▶
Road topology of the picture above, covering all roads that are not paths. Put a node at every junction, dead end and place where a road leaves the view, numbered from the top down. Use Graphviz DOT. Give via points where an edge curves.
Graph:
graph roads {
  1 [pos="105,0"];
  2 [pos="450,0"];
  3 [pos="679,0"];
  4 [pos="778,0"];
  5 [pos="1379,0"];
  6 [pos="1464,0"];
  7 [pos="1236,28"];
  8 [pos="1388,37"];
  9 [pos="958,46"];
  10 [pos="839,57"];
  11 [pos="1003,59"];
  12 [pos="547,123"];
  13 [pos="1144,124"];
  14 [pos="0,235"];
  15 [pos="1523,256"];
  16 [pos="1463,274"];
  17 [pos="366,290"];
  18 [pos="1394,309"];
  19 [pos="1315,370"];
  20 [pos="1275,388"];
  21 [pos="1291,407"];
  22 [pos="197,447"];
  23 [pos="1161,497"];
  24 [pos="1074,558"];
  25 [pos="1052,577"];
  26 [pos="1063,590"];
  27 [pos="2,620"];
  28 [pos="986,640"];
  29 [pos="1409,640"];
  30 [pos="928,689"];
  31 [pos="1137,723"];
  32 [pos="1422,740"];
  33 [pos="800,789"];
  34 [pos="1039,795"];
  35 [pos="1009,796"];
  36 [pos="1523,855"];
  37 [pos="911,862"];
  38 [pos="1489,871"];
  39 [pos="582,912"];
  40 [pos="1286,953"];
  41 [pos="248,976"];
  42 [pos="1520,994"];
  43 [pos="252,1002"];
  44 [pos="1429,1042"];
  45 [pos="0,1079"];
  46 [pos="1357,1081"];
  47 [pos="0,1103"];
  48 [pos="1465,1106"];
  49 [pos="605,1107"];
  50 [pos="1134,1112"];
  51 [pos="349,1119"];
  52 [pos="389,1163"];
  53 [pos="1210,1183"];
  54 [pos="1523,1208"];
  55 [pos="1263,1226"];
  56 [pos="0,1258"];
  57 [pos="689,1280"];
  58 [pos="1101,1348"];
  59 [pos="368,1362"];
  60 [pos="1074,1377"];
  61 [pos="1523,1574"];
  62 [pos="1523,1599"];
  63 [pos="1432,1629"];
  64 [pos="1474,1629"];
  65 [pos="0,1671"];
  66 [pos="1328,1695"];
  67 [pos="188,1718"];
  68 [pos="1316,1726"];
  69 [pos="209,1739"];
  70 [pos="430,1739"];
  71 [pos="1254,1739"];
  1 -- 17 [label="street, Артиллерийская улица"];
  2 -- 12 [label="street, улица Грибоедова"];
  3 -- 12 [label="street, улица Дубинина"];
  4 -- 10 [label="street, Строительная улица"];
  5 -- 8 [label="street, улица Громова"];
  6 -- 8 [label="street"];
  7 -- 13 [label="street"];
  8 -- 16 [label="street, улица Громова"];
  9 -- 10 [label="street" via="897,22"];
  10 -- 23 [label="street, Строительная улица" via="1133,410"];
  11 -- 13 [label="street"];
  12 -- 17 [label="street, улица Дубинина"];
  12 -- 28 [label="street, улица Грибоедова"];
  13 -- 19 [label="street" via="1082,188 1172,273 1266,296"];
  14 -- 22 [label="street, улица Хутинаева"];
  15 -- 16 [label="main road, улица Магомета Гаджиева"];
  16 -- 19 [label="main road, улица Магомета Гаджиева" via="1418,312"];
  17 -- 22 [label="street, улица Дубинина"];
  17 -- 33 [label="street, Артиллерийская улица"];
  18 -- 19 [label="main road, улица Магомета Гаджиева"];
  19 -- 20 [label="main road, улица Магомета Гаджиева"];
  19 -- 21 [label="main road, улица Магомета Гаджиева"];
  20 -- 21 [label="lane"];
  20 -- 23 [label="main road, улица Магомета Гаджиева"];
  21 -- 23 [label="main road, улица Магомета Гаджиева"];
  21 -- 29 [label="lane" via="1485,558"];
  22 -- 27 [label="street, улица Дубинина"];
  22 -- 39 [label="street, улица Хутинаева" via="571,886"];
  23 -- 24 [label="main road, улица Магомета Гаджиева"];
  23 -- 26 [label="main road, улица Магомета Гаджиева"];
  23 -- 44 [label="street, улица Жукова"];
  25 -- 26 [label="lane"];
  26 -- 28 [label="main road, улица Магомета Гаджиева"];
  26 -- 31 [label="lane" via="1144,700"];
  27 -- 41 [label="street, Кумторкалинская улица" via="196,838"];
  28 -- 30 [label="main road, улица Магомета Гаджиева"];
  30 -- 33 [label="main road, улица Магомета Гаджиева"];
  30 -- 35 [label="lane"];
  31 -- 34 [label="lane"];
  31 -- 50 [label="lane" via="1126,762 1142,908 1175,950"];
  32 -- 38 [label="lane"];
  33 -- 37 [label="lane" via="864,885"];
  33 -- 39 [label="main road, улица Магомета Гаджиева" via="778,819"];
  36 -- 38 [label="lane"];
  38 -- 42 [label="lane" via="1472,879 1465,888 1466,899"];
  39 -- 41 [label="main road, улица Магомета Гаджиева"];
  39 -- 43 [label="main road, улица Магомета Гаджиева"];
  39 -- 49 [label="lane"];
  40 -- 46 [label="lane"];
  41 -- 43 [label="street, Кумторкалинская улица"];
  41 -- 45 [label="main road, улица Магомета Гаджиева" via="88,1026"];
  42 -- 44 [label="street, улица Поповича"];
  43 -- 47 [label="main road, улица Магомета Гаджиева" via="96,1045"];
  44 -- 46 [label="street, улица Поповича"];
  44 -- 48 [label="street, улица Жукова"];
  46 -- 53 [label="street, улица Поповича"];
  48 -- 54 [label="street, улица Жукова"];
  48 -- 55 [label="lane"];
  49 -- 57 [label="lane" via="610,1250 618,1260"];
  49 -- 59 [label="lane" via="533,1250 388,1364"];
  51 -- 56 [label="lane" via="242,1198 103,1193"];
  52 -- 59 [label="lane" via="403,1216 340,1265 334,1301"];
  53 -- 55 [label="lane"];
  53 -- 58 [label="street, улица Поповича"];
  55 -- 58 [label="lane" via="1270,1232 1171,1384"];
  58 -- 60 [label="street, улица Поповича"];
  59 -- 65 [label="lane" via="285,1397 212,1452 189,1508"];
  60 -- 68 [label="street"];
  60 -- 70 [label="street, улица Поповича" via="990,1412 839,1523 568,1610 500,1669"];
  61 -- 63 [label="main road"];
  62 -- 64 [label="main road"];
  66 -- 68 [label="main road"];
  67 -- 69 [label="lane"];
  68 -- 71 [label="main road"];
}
◀
Required action:
Print every entry exactly as it appears.

Reply:
Road topology of the picture above, covering all roads that are not paths. Put a node at every junction, dead end and place where a road leaves the view, numbered from the top down. Use Graphviz DOT. Give via points where an edge curves.
Graph:
graph roads {
  1 [pos="105,0"];
  2 [pos="450,0"];
  3 [pos="679,0"];
  4 [pos="778,0"];
  5 [pos="1379,0"];
  6 [pos="1464,0"];
  7 [pos="1236,28"];
  8 [pos="1388,37"];
  9 [pos="958,46"];
  10 [pos="839,57"];
  11 [pos="1003,59"];
  12 [pos="547,123"];
  13 [pos="1144,124"];
  14 [pos="0,235"];
  15 [pos="1523,256"];
  16 [pos="1463,274"];
  17 [pos="366,290"];
  18 [pos="1394,309"];
  19 [pos="1315,370"];
  20 [pos="1275,388"];
  21 [pos="1291,407"];
  22 [pos="197,447"];
  23 [pos="1161,497"];
  24 [pos="1074,558"];
  25 [pos="1052,577"];
  26 [pos="1063,590"];
  27 [pos="2,620"];
  28 [pos="986,640"];
  29 [pos="1409,640"];
  30 [pos="928,689"];
  31 [pos="1137,723"];
  32 [pos="1422,740"];
  33 [pos="800,789"];
  34 [pos="1039,795"];
  35 [pos="1009,796"];
  36 [pos="1523,855"];
  37 [pos="911,862"];
  38 [pos="1489,871"];
  39 [pos="582,912"];
  40 [pos="1286,953"];
  41 [pos="248,976"];
  42 [pos="1520,994"];
  43 [pos="252,1002"];
  44 [pos="1429,1042"];
  45 [pos="0,1079"];
  46 [pos="1357,1081"];
  47 [pos="0,1103"];
  48 [pos="1465,1106"];
  49 [pos="605,1107"];
  50 [pos="1134,1112"];
  51 [pos="349,1119"];
  52 [pos="389,1163"];
  53 [pos="1210,1183"];
  54 [pos="1523,1208"];
  55 [pos="1263,1226"];
  56 [pos="0,1258"];
  57 [pos="689,1280"];
  58 [pos="1101,1348"];
  59 [pos="368,1362"];
  60 [pos="1074,1377"];
  61 [pos="1523,1574"];
  62 [pos="1523,1599"];
  63 [pos="1432,1629"];
  64 [pos="1474,1629"];
  65 [pos="0,1671"];
  66 [pos="1328,1695"];
  67 [pos="188,1718"];
  68 [pos="1316,1726"];
  69 [pos="209,1739"];
  70 [pos="430,1739"];
  71 [pos="1254,1739"];
  1 -- 17 [label="street, Артиллерийская улица"];
  2 -- 12 [label="street, улица Грибоедова"];
  3 -- 12 [label="street, улица Дубинина"];
  4 -- 10 [label="street, Строительная улица"];
  5 -- 8 [label="street, улица Громова"];
  6 -- 8 [label="street"];
  7 -- 13 [label="street"];
  8 -- 16 [label="street, улица Громова"];
  9 -- 10 [label="street" via="897,22"];
  10 -- 23 [label="street, Строительная улица" via="1133,410"];
  11 -- 13 [label="street"];
  12 -- 17 [label="street, улица Дубинина"];
  12 -- 28 [label="street, улица Грибоедова"];
  13 -- 19 [label="street" via="1082,188 1172,273 1266,296"];
  14 -- 22 [label="street, улица Хутинаева"];
  15 -- 16 [label="main road, улица Магомета Гаджиева"];
  16 -- 19 [label="main road, улица Магомета Гаджиева" via="1418,312"];
  17 -- 22 [label="street, улица Дубинина"];
  17 -- 33 [label="street, Артиллерийская улица"];
  18 -- 19 [label="main road, улица Магомета Гаджиева"];
  19 -- 20 [label="main road, улица Магомета Гаджиева"];
  19 -- 21 [label="main road, улица Магомета Гаджиева"];
  20 -- 21 [label="lane"];
  20 -- 23 [label="main road, улица Магомета Гаджиева"];
  21 -- 23 [label="main road, улица Магомета Гаджиева"];
  21 -- 29 [label="lane" via="1485,558"];
  22 -- 27 [label="street, улица Дубинина"];
  22 -- 39 [label="street, улица Хутинаева" via="571,886"];
  23 -- 24 [label="main road, улица Магомета Гаджиева"];
  23 -- 26 [label="main road, улица Магомета Гаджиева"];
  23 -- 44 [label="street, улица Жукова"];
  25 -- 26 [label="lane"];
  26 -- 28 [label="main road, улица Магомета Гаджиева"];
  26 -- 31 [label="lane" via="1144,700"];
  27 -- 41 [label="street, Кумторкалинская улица" via="196,838"];
  28 -- 30 [label="main road, улица Магомета Гаджиева"];
  30 -- 33 [label="main road, улица Магомета Гаджиева"];
  30 -- 35 [label="lane"];
  31 -- 34 [label="lane"];
  31 -- 50 [label="lane" via="1126,762 1142,908 1175,950"];
  32 -- 38 [label="lane"];
  33 -- 37 [label="lane" via="864,885"];
  33 -- 39 [label="main road, улица Магомета Гаджиева" via="778,819"];
  36 -- 38 [label="lane"];
  38 -- 42 [label="lane" via="1472,879 1465,888 1466,899"];
  39 -- 41 [label="main road, улица Магомета Гаджиева"];
  39 -- 43 [label="main road, улица Магомета Гаджиева"];
  39 -- 49 [label="lane"];
  40 -- 46 [label="lane"];
  41 -- 43 [label="street, Кумторкалинская улица"];
  41 -- 45 [label="main road, улица Магомета Гаджиева" via="88,1026"];
  42 -- 44 [label="street, улица Поповича"];
  43 -- 47 [label="main road, улица Магомета Гаджиева" via="96,1045"];
  44 -- 46 [label="street, улица Поповича"];
  44 -- 48 [label="street, улица Жукова"];
  46 -- 53 [label="street, улица Поповича"];
  48 -- 54 [label="street, улица Жукова"];
  48 -- 55 [label="lane"];
  49 -- 57 [label="lane" via="610,1250 618,1260"];
  49 -- 59 [label="lane" via="533,1250 388,1364"];
  51 -- 56 [label="lane" via="242,1198 103,1193"];
  52 -- 59 [label="lane" via="403,1216 340,1265 334,1301"];
  53 -- 55 [label="lane"];
  53 -- 58 [label="street, улица Поповича"];
  55 -- 58 [label="lane" via="1270,1232 1171,1384"];
  58 -- 60 [label="street, улица Поповича"];
  59 -- 65 [label="lane" via="285,1397 212,1452 189,1508"];
  60 -- 68 [label="street"];
  60 -- 70 [label="street, улица Поповича" via="990,1412 839,1523 568,1610 500,1669"];
  61 -- 63 [label="main road"];
  62 -- 64 [label="main road"];
  66 -- 68 [label="main road"];
  67 -- 69 [label="lane"];
  68 -- 71 [label="main road"];
}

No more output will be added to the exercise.